**DIRECTIONS FOR THIS TASK:** Among the records that follow, find each line holding the word "TWYFORD" and copy it.

**EXERCISE DATA:**
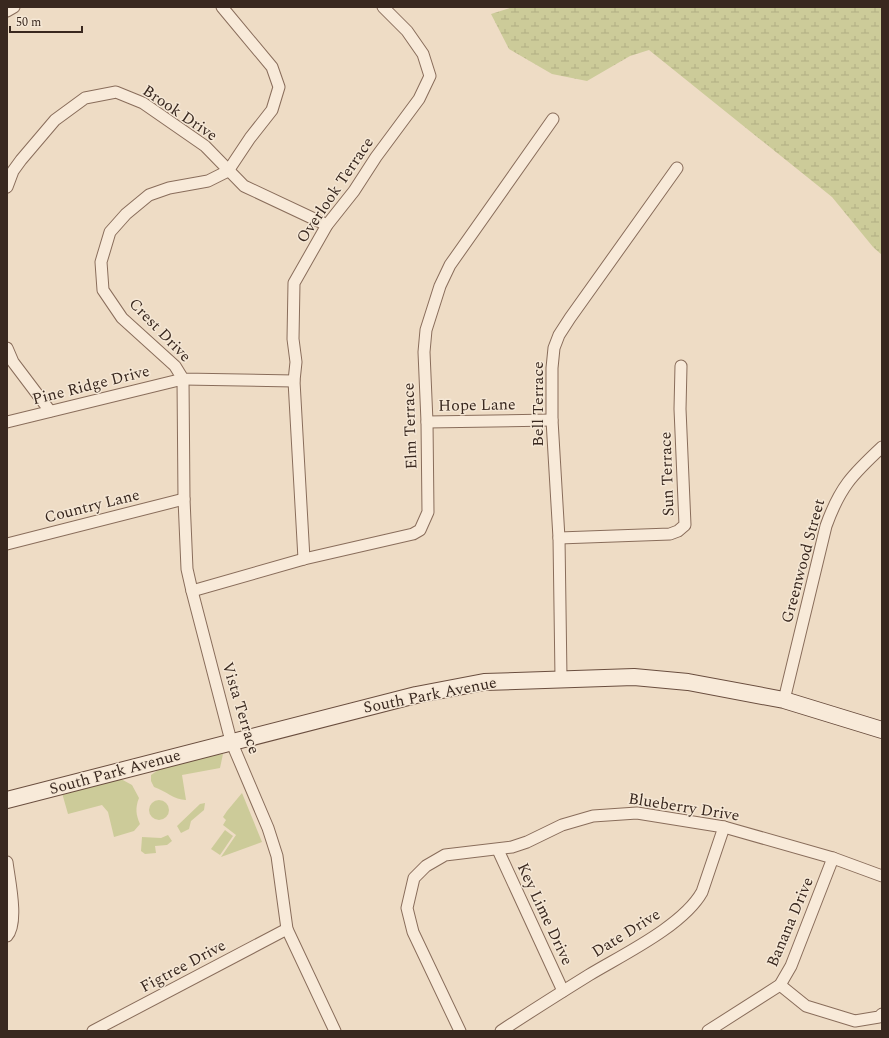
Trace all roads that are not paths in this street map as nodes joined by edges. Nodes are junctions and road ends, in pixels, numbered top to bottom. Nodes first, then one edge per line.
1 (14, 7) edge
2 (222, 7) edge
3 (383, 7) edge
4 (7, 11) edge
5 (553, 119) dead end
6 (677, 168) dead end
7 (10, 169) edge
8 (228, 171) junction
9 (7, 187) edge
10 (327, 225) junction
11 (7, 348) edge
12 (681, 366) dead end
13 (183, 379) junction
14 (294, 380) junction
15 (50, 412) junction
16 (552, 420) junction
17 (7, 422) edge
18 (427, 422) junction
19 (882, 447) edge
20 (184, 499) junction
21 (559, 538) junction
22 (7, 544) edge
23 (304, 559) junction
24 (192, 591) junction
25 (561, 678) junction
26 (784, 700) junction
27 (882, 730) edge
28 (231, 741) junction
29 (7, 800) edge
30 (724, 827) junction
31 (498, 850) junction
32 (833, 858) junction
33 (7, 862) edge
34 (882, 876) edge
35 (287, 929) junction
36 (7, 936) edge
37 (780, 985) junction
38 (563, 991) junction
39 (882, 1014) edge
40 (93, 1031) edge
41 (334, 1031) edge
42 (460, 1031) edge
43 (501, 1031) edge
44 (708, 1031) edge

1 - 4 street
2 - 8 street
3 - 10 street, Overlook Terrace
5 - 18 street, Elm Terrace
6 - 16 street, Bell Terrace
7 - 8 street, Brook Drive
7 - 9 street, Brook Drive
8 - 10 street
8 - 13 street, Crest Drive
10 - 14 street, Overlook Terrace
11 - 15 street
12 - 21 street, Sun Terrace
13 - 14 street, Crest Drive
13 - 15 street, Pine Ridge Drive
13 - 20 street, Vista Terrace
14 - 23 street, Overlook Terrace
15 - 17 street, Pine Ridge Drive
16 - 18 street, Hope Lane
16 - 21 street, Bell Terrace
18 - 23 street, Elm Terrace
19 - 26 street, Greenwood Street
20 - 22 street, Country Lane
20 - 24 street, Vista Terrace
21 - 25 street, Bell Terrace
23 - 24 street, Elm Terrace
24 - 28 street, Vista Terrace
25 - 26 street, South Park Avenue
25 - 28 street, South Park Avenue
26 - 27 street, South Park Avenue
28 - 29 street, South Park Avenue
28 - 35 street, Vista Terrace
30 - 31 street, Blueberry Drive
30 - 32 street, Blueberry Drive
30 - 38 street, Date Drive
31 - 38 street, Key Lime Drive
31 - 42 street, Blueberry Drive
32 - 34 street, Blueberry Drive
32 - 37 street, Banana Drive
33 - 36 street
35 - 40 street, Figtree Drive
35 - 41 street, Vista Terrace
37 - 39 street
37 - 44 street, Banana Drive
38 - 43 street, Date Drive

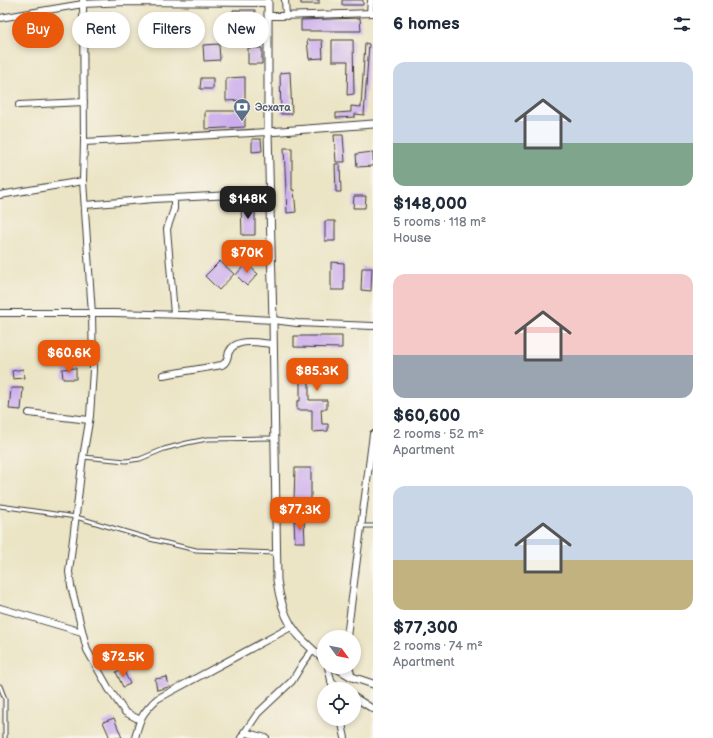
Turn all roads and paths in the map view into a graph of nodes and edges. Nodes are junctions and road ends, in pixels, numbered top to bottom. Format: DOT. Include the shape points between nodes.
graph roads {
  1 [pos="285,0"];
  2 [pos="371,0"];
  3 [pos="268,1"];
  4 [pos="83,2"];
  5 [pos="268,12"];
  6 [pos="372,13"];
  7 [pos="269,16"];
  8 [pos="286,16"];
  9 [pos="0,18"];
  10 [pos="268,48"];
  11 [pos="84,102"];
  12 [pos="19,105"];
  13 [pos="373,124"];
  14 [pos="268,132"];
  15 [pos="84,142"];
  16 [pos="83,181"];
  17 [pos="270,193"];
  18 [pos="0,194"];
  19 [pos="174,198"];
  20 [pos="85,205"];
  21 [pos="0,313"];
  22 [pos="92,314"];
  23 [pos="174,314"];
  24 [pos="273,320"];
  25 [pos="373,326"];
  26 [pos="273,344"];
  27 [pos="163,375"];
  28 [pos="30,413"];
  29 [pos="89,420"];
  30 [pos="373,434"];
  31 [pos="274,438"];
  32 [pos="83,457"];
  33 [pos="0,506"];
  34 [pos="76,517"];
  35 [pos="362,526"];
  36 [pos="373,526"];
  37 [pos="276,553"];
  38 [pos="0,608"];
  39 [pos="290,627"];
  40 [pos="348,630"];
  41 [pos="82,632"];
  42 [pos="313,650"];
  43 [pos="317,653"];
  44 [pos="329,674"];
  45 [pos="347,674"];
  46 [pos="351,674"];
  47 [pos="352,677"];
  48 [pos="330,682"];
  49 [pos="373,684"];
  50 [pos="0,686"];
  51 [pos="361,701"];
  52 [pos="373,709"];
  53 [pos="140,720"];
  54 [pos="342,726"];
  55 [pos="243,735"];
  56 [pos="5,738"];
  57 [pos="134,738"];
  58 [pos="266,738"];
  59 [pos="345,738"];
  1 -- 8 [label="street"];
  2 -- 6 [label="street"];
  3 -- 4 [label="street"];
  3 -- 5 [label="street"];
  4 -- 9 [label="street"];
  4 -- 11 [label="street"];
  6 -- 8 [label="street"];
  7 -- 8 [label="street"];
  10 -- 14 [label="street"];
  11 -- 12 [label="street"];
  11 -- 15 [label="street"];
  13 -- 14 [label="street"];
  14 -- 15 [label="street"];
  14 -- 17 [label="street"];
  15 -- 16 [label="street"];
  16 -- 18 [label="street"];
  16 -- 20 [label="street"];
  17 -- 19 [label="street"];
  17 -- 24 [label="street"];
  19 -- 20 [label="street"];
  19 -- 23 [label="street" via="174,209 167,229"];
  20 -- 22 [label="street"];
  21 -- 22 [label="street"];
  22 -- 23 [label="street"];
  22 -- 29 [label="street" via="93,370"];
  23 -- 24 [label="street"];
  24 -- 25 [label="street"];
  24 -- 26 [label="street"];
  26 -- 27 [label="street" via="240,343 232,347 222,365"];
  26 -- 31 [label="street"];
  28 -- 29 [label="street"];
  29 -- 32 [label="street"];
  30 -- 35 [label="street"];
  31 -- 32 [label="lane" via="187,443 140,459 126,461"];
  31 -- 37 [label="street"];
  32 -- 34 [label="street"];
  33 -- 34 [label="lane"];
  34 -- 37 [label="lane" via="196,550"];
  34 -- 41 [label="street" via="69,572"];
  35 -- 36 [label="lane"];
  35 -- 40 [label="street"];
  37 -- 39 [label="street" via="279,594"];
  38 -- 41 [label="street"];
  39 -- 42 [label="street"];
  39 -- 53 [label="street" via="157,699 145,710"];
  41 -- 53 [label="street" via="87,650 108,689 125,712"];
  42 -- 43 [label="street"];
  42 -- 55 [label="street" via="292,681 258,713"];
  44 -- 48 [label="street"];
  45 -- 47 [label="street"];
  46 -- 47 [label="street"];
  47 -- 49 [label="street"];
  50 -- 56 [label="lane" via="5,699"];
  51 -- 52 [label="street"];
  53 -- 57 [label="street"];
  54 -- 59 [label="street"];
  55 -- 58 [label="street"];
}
---
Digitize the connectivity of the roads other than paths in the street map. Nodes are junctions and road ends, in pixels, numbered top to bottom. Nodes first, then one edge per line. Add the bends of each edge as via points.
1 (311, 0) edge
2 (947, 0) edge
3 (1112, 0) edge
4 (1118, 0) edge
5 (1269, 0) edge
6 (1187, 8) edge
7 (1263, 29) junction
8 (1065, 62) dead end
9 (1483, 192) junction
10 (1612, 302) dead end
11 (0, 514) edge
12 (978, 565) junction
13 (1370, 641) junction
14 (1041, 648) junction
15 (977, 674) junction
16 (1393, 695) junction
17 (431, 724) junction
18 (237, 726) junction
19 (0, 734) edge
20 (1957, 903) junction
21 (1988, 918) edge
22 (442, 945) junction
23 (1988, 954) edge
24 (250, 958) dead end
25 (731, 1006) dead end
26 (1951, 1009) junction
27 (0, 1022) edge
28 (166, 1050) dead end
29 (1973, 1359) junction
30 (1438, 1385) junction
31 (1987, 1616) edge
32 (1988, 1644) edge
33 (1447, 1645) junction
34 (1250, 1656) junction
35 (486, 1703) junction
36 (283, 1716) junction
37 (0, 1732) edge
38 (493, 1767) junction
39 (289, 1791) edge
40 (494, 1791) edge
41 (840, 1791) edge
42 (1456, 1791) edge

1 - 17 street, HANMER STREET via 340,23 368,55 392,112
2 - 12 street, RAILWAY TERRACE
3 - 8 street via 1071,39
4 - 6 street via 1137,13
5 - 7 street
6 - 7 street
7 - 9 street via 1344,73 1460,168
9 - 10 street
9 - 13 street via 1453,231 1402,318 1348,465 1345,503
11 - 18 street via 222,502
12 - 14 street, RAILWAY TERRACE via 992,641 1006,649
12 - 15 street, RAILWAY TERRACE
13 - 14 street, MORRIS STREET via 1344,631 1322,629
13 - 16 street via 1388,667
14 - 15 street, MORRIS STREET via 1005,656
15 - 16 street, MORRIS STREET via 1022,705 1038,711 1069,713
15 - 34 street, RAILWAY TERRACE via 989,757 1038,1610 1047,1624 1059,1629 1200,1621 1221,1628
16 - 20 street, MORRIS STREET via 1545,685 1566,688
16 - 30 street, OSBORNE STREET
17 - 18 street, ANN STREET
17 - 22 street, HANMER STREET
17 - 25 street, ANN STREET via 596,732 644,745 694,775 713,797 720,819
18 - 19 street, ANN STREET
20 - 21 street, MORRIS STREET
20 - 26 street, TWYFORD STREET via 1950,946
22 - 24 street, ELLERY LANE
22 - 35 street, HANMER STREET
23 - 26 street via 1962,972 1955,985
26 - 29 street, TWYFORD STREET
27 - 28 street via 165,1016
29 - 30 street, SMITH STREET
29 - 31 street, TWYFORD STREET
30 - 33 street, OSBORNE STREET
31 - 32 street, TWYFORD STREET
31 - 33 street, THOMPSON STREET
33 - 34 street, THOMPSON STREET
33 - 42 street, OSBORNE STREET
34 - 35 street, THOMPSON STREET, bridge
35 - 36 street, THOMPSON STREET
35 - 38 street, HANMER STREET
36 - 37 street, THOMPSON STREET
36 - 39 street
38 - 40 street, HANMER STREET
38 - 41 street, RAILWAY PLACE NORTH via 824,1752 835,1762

**SOLVED EXERCISE:**
20 - 26 street, TWYFORD STREET via 1950,946
26 - 29 street, TWYFORD STREET
29 - 31 street, TWYFORD STREET
31 - 32 street, TWYFORD STREET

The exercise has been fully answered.